By: Dylan Webb, Sports Editor
Kate Bird’s Magic Moments in BC Sports History: A Century in Photo’s provides an expansive and diverse perspective on the rich athletics history of British Columbia. While the book regrettably doesn’t undertake a substantive critical analysis of the role sports played in the formation and enforcement of a colonial state, it does do a reasonable job of, at the very least, paying significant attention to the role Indigenous communities and people, as well as other communities of colour, have played in a century of athletic achievement within the province. After receiving a copy of the work soon after publication, The Peak compiled a list of five of our favourite moments from Magic Moments in BC Sports History.
Barbara Howard wins silver and bronze at the 1938 British Empire Games.
As the first Black athlete to represent Canada in international competition, Barbara Howard did far more than simply win medals in track at the 1938 Empire Games in Sydney, Australia. Not only did Howard break colour barriers in the world of athletics, in 1941 she also became the first person of colour to be hired by the Vancouver School Board. Born on May 8, 1920 in Vancouver, BC, Howard died at the age of 97 on January 26, 2017 after spending a lifetime overcoming racist practices and social structures in sports, education, and society in general.
Chief Dan George holds the 1936 Golden Jubilee International Indian War Canoe Championship trophy won by the Tsleil-Waututh Nation.
Chief of the Tsleil-Waututh First Nation Dan George was known more famously for receiving an Oscar nomination for his role in the film Little Big Man than he was for his war canoe racing prowess. George is pictured on page 55 with the Golden Jubilee International Indian War Canoe Championship trophy, which cemented the Tsleil-Waututh Wolves’ reputation as one of the most successful war canoe racing teams in the history of the province and the nation.
Nancy Greene wins Olympic gold in giant slalom and is then voted Canada’s female athlete of the 20th century.
In the introduction to the 1960’s themed chapter of the book, Bird begins by noting the immense challenges female athletes faced in taking on societal attitudes that largely excluded women from taking place in competitive sports, and even vigorous exercise. In the face of attitudes such as those expressed by Pierre de Fredy, Baron de Coubertin, known as the founder of the Olympic games, who said that, “women have but one task, that of crowning the victor with garlands” and that, “in public competitions, women’s participation must be absolutely prohibited,” Nancy Greene engaged a fearless and aggressive approach to participation similar to her skiing style. After overcoming barriers, such as limited access to equipment and training facilities, Greene secured World Cup wins in 1967 and 1968 before taking two of Canada’s three medals at the 1968 Olympics in Grenoble. Because of these and other achievements, Greene was voted Canada’s Female Athlete of the 20th Century and later became a Senator.

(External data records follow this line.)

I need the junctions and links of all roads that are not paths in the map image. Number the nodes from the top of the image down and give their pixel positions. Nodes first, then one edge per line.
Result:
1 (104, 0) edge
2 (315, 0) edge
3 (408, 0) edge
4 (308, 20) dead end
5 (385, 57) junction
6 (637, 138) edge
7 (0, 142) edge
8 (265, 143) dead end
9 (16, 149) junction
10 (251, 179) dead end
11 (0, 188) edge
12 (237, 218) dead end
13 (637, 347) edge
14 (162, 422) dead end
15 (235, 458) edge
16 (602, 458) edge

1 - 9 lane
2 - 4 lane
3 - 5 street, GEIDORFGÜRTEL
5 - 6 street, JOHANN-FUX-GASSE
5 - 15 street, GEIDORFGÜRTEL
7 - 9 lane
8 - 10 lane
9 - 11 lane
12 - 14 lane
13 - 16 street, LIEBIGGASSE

Rick Hansen completes his Man In Motion World Tour.
Not only was Rick Hansen widely acclaimed for his efforts to raise money for spinal cord research through his Man in Motion World Tour, he was also a pioneer in the development of disabled and wheelchair athletics in British Columbia. Hailing from Williams Lake, BC, Hansen wheeled over 40,000 km through 34 different countries over a span of two years to complete his Man in Motion World Tour. The tour was completed upon his arrival at Oakridge Shopping Centre on May 22, 1987, to the delight of thousands of supportive Vancouverites.
Team Canada wins Olympic gold in men’s ice hockey at the 2010 Vancouver Winter Olympics
On February 28, 2010, one of the most iconic moments in Canadian sports history took place at what is now known as Rogers Arena. After a battle in the corner resulted in Jarome Iginla digging the puck out of some skates and feeding it to Sidney Crosby just below the face-off dot to the right of the USA net, one of Canada’s greatest hockey players of all time scored one of the most important goals in Canadian sports history. With the overtime win over a rival American squad, Canada was, at least temporarily, able to bask in the glow of international hockey supremacy earned on home turf. With the moment known to this day as simply “the Golden Goal,” Crosby, Iginla, and Roberto Luongo who, at the time, was playing for the hometown Vancouver Canucks, secured themselves a place in the upper-echelons of Canadian sports history with an Olympic performance for the ages.